In the April 16, 2019 Risk Alert, the SEC’s Office of Compliance Inspections and Examinations (“OCIE”) outlines privacy and cybersecurity compliance issues identified in their examinations of broker dealers and investment advisers over the last two years. They found that broker dealers and investment advisers did not have privacy notices that were both accurate and met Regulation S-P’s requirements. The procedures that were in place did not adequately protect customers’ nonpublic financial information in several specific ways. And registrants’ written policies and procedures were not customized for their business, did not comprehensively address cybersecurity and did not accurately reflect their practices.

The key takeaway by the OCIE is that registrants should review their written policies and procedures, including their actual implementation of them. In light of this, we recommend that broker dealers and investment advisers benchmark their privacy and cybersecurity written policies, and their implementation of such policies, against the SEC’s expectations set forth in the Risk Alert as well as the SEC’s various guidance on cybersecurity published since its first cybersecurity risk alert in 2014. This can be approached efficiently using a questionnaire that is designed with the SEC’s stated expectations in mind.

Compliance Deficiencies

The following are common deficiencies that the OCIE reported in its April 2019 Risk Alert. Broker dealers and investment advisers should review each of these, and evaluate whether their own practices in these areas are sound:

  • Personal devices. Policies and procedures were not reasonably designed to safeguard customer information stored by employees on their personal devices.

  • Encryption of email. Policies and procedures did not address the inclusion of customer personally identifiable information (PII) in electronic communications, in particular the encryption of emails that contain PII.

  • Employee training.

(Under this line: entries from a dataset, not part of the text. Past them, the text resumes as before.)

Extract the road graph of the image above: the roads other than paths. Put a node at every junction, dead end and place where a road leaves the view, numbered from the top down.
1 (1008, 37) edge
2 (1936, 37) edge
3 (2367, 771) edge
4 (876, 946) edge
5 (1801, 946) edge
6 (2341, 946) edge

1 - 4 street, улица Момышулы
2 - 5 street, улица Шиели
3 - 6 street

Failure to provide adequate employee training to employees related to transmission of customer information in an encrypted, password-protected format, and failure to monitor if such policies were being followed by employees.

  • Controls in data loss. Failure to adopt policies and procedures prohibiting employees from sending customer PII to unsecure locations outside of a firm’s networks.

  • Third-party vendors. Failure to contractually bind outside vendors to protect customer information appropriately.

  • Inventorying. Failure to inventory all systems on which customer PII in maintained.

  • Data breach response. Incident response plans did not address important areas, such as role assignments for implementing the plan, actions required to address a cybersecurity incident, and assessments of system vulnerabilities.

  • Physical storage of PII. Storage of customer PII in unsecure physical locations, such as in unlocked file cabinets in open offices.

  • Need to Know. Dissemination of customer login credentials to employees who did not have a legitimate need to have them.

  • Departing employees. Failure to terminate system access of former firm employees.

SEC & FINRA: Shared Regulatory Priorities for 2019

Each year, both the United States Securities and Exchange Commission (SEC) and the Financial Industry Regulatory Authority (FINRA) issue guidance concerning their regulatory priorities for the coming year. FINRA's 2019 Annual Regulatory and Examination Priorities Letter can be found here, and the SEC Office of Compliance Inspections and Examinations (OCIE)'s 2019 National Exam Program Examination Priorities can be found here.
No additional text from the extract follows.